(Stored data entries)
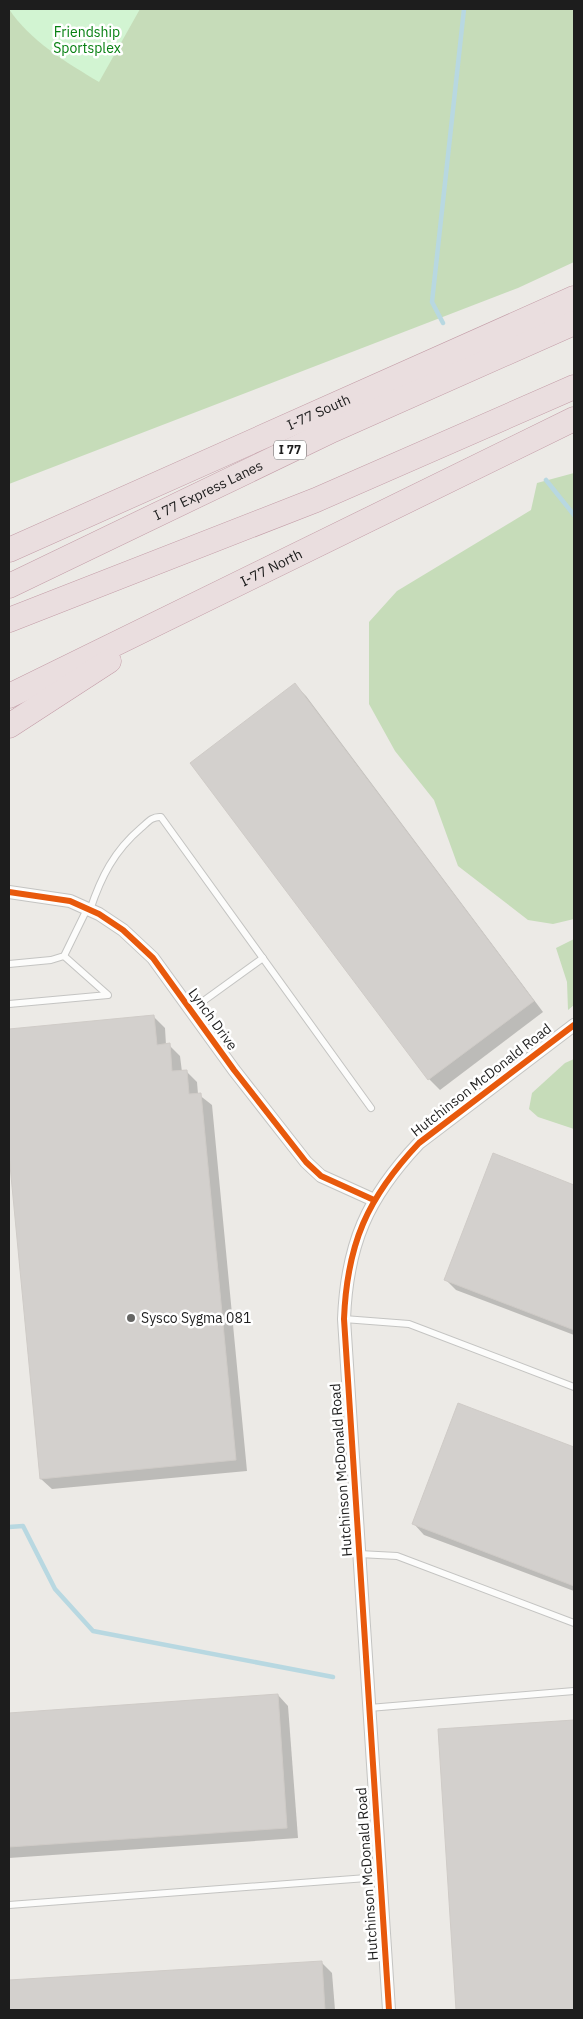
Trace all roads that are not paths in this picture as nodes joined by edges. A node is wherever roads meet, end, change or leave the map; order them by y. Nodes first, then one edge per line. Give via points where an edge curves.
1 (574, 298) edge
2 (574, 323) edge
3 (574, 387) edge
4 (574, 419) edge
5 (9, 550) edge
6 (9, 586) edge
7 (208, 599) junction
8 (9, 620) edge
9 (9, 696) edge
10 (9, 726) edge
11 (9, 892) edge
12 (89, 910) junction
13 (64, 956) junction
14 (263, 958) junction
15 (9, 964) edge
16 (9, 1004) edge
17 (191, 1010) junction
18 (574, 1025) edge
19 (371, 1108) dead end
20 (374, 1200) junction
21 (344, 1320) junction
22 (574, 1387) edge
23 (359, 1554) junction
24 (574, 1623) edge
25 (574, 1691) edge
26 (369, 1708) junction
27 (380, 1877) junction
28 (9, 1905) edge
29 (389, 2010) edge

1 - 5 highway, I-77 South / I 77
2 - 6 highway, I 77 Express Lanes / I 77 via 316,438
3 - 8 highway via 316,500
4 - 7 highway, I-77 North
7 - 9 highway, I-77 North
7 - 10 highway
11 - 12 street, Lynch Drive via 55,898
12 - 13 lane
12 - 14 lane via 100,880 124,842 152,819 161,817
12 - 17 street, Lynch Drive via 123,930 153,958
13 - 15 lane
13 - 16 lane via 108,995
14 - 17 lane
14 - 19 lane
17 - 20 street, Lynch Drive via 306,1162 321,1176
18 - 20 street, Hutchinson McDonald Road via 419,1143
20 - 21 street, Hutchinson McDonald Road via 363,1221 349,1264
21 - 22 lane via 409,1324
21 - 23 street, Hutchinson McDonald Road
23 - 24 lane via 397,1556
23 - 26 street, Hutchinson McDonald Road
25 - 26 lane
26 - 27 street, Hutchinson McDonald Road
27 - 28 lane
27 - 29 street, Hutchinson McDonald Road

Work required>
Set down every line above exactly, pictures excluded.

Response below>
Trace all roads that are not paths in this picture as nodes joined by edges. A node is wherever roads meet, end, change or leave the map; order them by y. Nodes first, then one edge per line. Give via points where an edge curves.
1 (574, 298) edge
2 (574, 323) edge
3 (574, 387) edge
4 (574, 419) edge
5 (9, 550) edge
6 (9, 586) edge
7 (208, 599) junction
8 (9, 620) edge
9 (9, 696) edge
10 (9, 726) edge
11 (9, 892) edge
12 (89, 910) junction
13 (64, 956) junction
14 (263, 958) junction
15 (9, 964) edge
16 (9, 1004) edge
17 (191, 1010) junction
18 (574, 1025) edge
19 (371, 1108) dead end
20 (374, 1200) junction
21 (344, 1320) junction
22 (574, 1387) edge
23 (359, 1554) junction
24 (574, 1623) edge
25 (574, 1691) edge
26 (369, 1708) junction
27 (380, 1877) junction
28 (9, 1905) edge
29 (389, 2010) edge

1 - 5 highway, I-77 South / I 77
2 - 6 highway, I 77 Express Lanes / I 77 via 316,438
3 - 8 highway via 316,500
4 - 7 highway, I-77 North
7 - 9 highway, I-77 North
7 - 10 highway
11 - 12 street, Lynch Drive via 55,898
12 - 13 lane
12 - 14 lane via 100,880 124,842 152,819 161,817
12 - 17 street, Lynch Drive via 123,930 153,958
13 - 15 lane
13 - 16 lane via 108,995
14 - 17 lane
14 - 19 lane
17 - 20 street, Lynch Drive via 306,1162 321,1176
18 - 20 street, Hutchinson McDonald Road via 419,1143
20 - 21 street, Hutchinson McDonald Road via 363,1221 349,1264
21 - 22 lane via 409,1324
21 - 23 street, Hutchinson McDonald Road
23 - 24 lane via 397,1556
23 - 26 street, Hutchinson McDonald Road
25 - 26 lane
26 - 27 street, Hutchinson McDonald Road
27 - 28 lane
27 - 29 street, Hutchinson McDonald Road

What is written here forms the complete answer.